MATERIAL FOR THIS TASK:
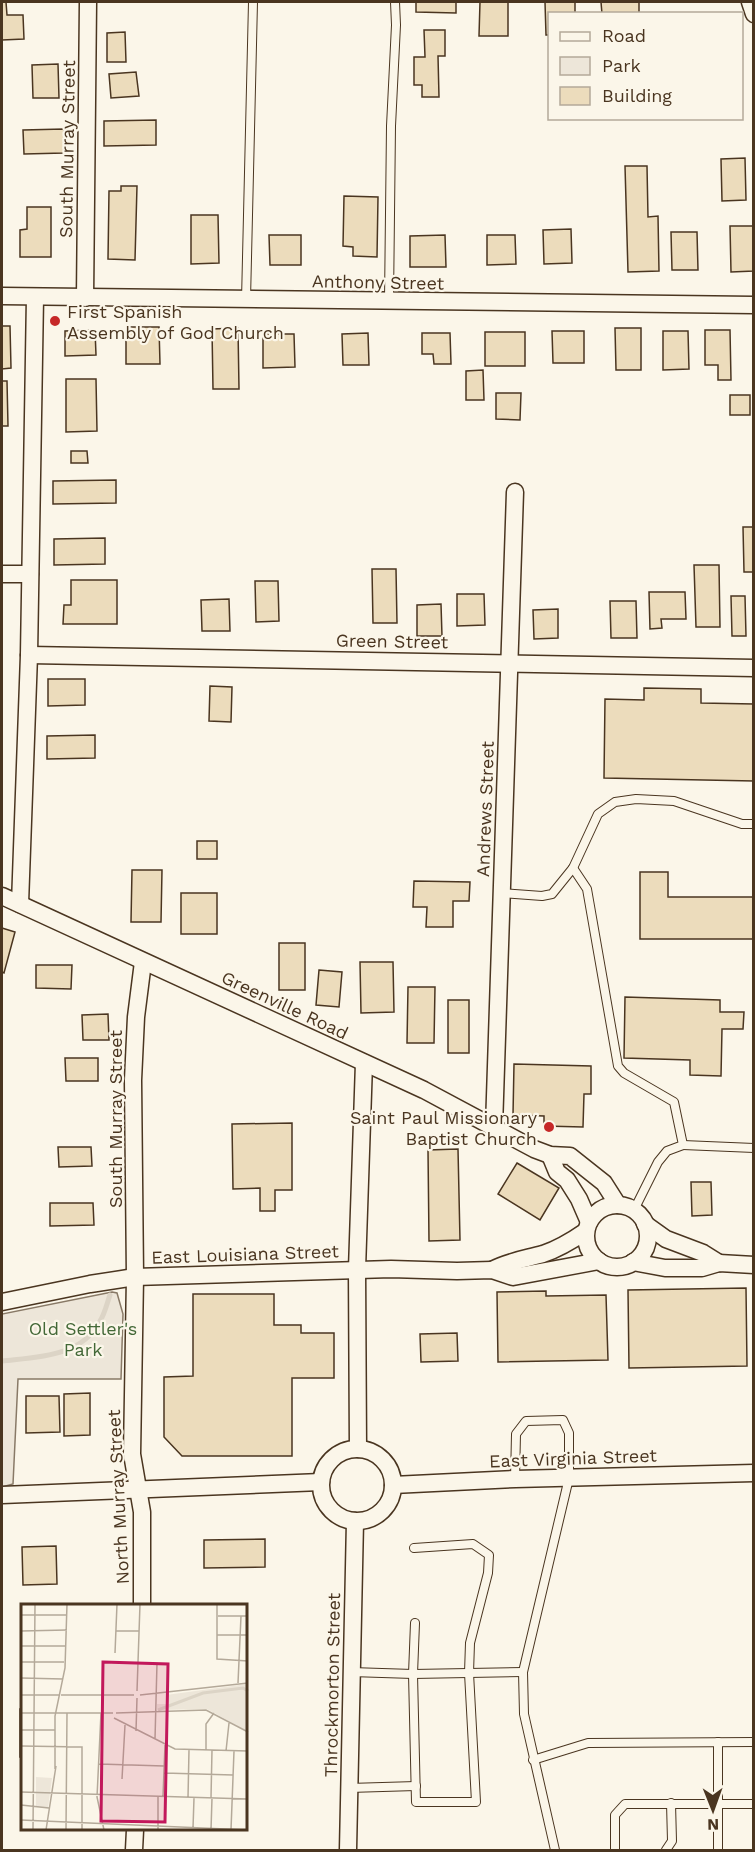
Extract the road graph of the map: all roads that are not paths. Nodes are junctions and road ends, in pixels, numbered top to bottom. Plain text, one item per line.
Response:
1 (88, 2) edge
2 (253, 2) edge
3 (395, 2) edge
4 (750, 2) edge
5 (753, 14) edge
6 (2, 296) edge
7 (35, 297) junction
8 (85, 298) junction
9 (246, 300) junction
10 (389, 301) junction
11 (753, 305) edge
12 (515, 492) dead end
13 (2, 574) edge
14 (30, 574) junction
15 (29, 655) junction
16 (510, 662) junction
17 (753, 668) edge
18 (753, 824) edge
19 (573, 868) junction
20 (502, 893) junction
21 (2, 896) edge
22 (20, 904) junction
23 (143, 962) junction
24 (364, 1063) junction
25 (494, 1127) junction
26 (683, 1145) junction
27 (753, 1148) edge
28 (550, 1155) junction
29 (618, 1205) junction
30 (634, 1210) junction
31 (645, 1224) junction
32 (588, 1226) junction
33 (599, 1261) junction
34 (633, 1262) junction
35 (719, 1263) junction
36 (753, 1265) edge
37 (357, 1269) junction
38 (492, 1270) junction
39 (135, 1277) junction
40 (2, 1302) edge
41 (358, 1449) junction
42 (753, 1473) edge
43 (569, 1478) junction
44 (515, 1479) junction
45 (321, 1482) junction
46 (393, 1485) junction
47 (139, 1490) junction
48 (2, 1494) edge
49 (355, 1521) junction
50 (414, 1548) dead end
51 (142, 1604) edge
52 (415, 1623) dead end
53 (351, 1672) junction
54 (523, 1672) junction
55 (469, 1673) junction
56 (413, 1674) junction
57 (718, 1742) junction
58 (753, 1742) edge
59 (533, 1760) junction
60 (416, 1786) junction
61 (349, 1788) junction
62 (671, 1803) junction
63 (718, 1803) junction
64 (753, 1804) edge
65 (135, 1831) edge
66 (134, 1851) edge
67 (348, 1851) edge
68 (555, 1851) edge
69 (615, 1851) edge
70 (666, 1851) edge
71 (718, 1851) edge

1 - 8 street, South Murray Street
2 - 9 lane
3 - 10 lane
4 - 5 street
6 - 7 street, Anthony Street
7 - 8 street, Anthony Street
7 - 14 street
8 - 9 street, Anthony Street
9 - 10 street, Anthony Street
10 - 11 street, Anthony Street
12 - 16 street, Andrews Street
13 - 14 street
14 - 15 street
15 - 16 street, Green Street
15 - 22 street
16 - 17 street, Green Street
16 - 20 street, Andrews Street
18 - 19 lane
19 - 20 lane
19 - 26 lane
20 - 25 street, Andrews Street
21 - 22 street, Greenville Road
22 - 23 street, Greenville Road
23 - 24 street, Greenville Road
23 - 39 street, South Murray Street
24 - 25 street, Greenville Road
24 - 37 street
25 - 28 street, Greenville Road
26 - 27 lane
26 - 30 lane
28 - 29 street, Greenville Road
28 - 32 street, Greenville Road
29 - 30 street
29 - 32 street
30 - 31 street
31 - 34 street
31 - 35 street
32 - 33 street
32 - 38 street, East Louisiana Street
33 - 34 street
33 - 38 street, East Louisiana Street
34 - 35 street
35 - 36 street
37 - 38 street, East Louisiana Street
37 - 39 street, East Louisiana Street
37 - 41 street
39 - 40 street, East Louisiana Street
39 - 47 street, North Murray Street
41 - 45 street
41 - 46 street
42 - 43 street, East Virginia Street
43 - 44 street, East Virginia Street
43 - 44 lane
43 - 54 lane
44 - 46 street, East Virginia Street
45 - 47 street
45 - 49 street
46 - 49 street
47 - 48 street
47 - 51 street, North Murray Street
49 - 53 street, Throckmorton Street
50 - 55 lane
52 - 56 lane
53 - 56 lane
53 - 61 street, Throckmorton Street
54 - 55 lane
54 - 59 lane
55 - 56 lane
55 - 60 lane
56 - 60 lane
57 - 58 lane
57 - 59 lane
57 - 63 lane
59 - 68 lane
60 - 61 lane
61 - 67 street, Throckmorton Street
62 - 63 lane
62 - 69 lane
62 - 70 lane
63 - 64 lane
63 - 71 lane
65 - 66 street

PROBLEM REQUIREMENTS: For this exercise, write the listing out again exactly, excluding all images.

SOLUTION TO THIS EXERCISE:
Extract the road graph of the map: all roads that are not paths. Nodes are junctions and road ends, in pixels, numbered top to bottom. Plain text, one item per line.
Response:
1 (88, 2) edge
2 (253, 2) edge
3 (395, 2) edge
4 (750, 2) edge
5 (753, 14) edge
6 (2, 296) edge
7 (35, 297) junction
8 (85, 298) junction
9 (246, 300) junction
10 (389, 301) junction
11 (753, 305) edge
12 (515, 492) dead end
13 (2, 574) edge
14 (30, 574) junction
15 (29, 655) junction
16 (510, 662) junction
17 (753, 668) edge
18 (753, 824) edge
19 (573, 868) junction
20 (502, 893) junction
21 (2, 896) edge
22 (20, 904) junction
23 (143, 962) junction
24 (364, 1063) junction
25 (494, 1127) junction
26 (683, 1145) junction
27 (753, 1148) edge
28 (550, 1155) junction
29 (618, 1205) junction
30 (634, 1210) junction
31 (645, 1224) junction
32 (588, 1226) junction
33 (599, 1261) junction
34 (633, 1262) junction
35 (719, 1263) junction
36 (753, 1265) edge
37 (357, 1269) junction
38 (492, 1270) junction
39 (135, 1277) junction
40 (2, 1302) edge
41 (358, 1449) junction
42 (753, 1473) edge
43 (569, 1478) junction
44 (515, 1479) junction
45 (321, 1482) junction
46 (393, 1485) junction
47 (139, 1490) junction
48 (2, 1494) edge
49 (355, 1521) junction
50 (414, 1548) dead end
51 (142, 1604) edge
52 (415, 1623) dead end
53 (351, 1672) junction
54 (523, 1672) junction
55 (469, 1673) junction
56 (413, 1674) junction
57 (718, 1742) junction
58 (753, 1742) edge
59 (533, 1760) junction
60 (416, 1786) junction
61 (349, 1788) junction
62 (671, 1803) junction
63 (718, 1803) junction
64 (753, 1804) edge
65 (135, 1831) edge
66 (134, 1851) edge
67 (348, 1851) edge
68 (555, 1851) edge
69 (615, 1851) edge
70 (666, 1851) edge
71 (718, 1851) edge

1 - 8 street, South Murray Street
2 - 9 lane
3 - 10 lane
4 - 5 street
6 - 7 street, Anthony Street
7 - 8 street, Anthony Street
7 - 14 street
8 - 9 street, Anthony Street
9 - 10 street, Anthony Street
10 - 11 street, Anthony Street
12 - 16 street, Andrews Street
13 - 14 street
14 - 15 street
15 - 16 street, Green Street
15 - 22 street
16 - 17 street, Green Street
16 - 20 street, Andrews Street
18 - 19 lane
19 - 20 lane
19 - 26 lane
20 - 25 street, Andrews Street
21 - 22 street, Greenville Road
22 - 23 street, Greenville Road
23 - 24 street, Greenville Road
23 - 39 street, South Murray Street
24 - 25 street, Greenville Road
24 - 37 street
25 - 28 street, Greenville Road
26 - 27 lane
26 - 30 lane
28 - 29 street, Greenville Road
28 - 32 street, Greenville Road
29 - 30 street
29 - 32 street
30 - 31 street
31 - 34 street
31 - 35 street
32 - 33 street
32 - 38 street, East Louisiana Street
33 - 34 street
33 - 38 street, East Louisiana Street
34 - 35 street
35 - 36 street
37 - 38 street, East Louisiana Street
37 - 39 street, East Louisiana Street
37 - 41 street
39 - 40 street, East Louisiana Street
39 - 47 street, North Murray Street
41 - 45 street
41 - 46 street
42 - 43 street, East Virginia Street
43 - 44 street, East Virginia Street
43 - 44 lane
43 - 54 lane
44 - 46 street, East Virginia Street
45 - 47 street
45 - 49 street
46 - 49 street
47 - 48 street
47 - 51 street, North Murray Street
49 - 53 street, Throckmorton Street
50 - 55 lane
52 - 56 lane
53 - 56 lane
53 - 61 street, Throckmorton Street
54 - 55 lane
54 - 59 lane
55 - 56 lane
55 - 60 lane
56 - 60 lane
57 - 58 lane
57 - 59 lane
57 - 63 lane
59 - 68 lane
60 - 61 lane
61 - 67 street, Throckmorton Street
62 - 63 lane
62 - 69 lane
62 - 70 lane
63 - 64 lane
63 - 71 lane
65 - 66 street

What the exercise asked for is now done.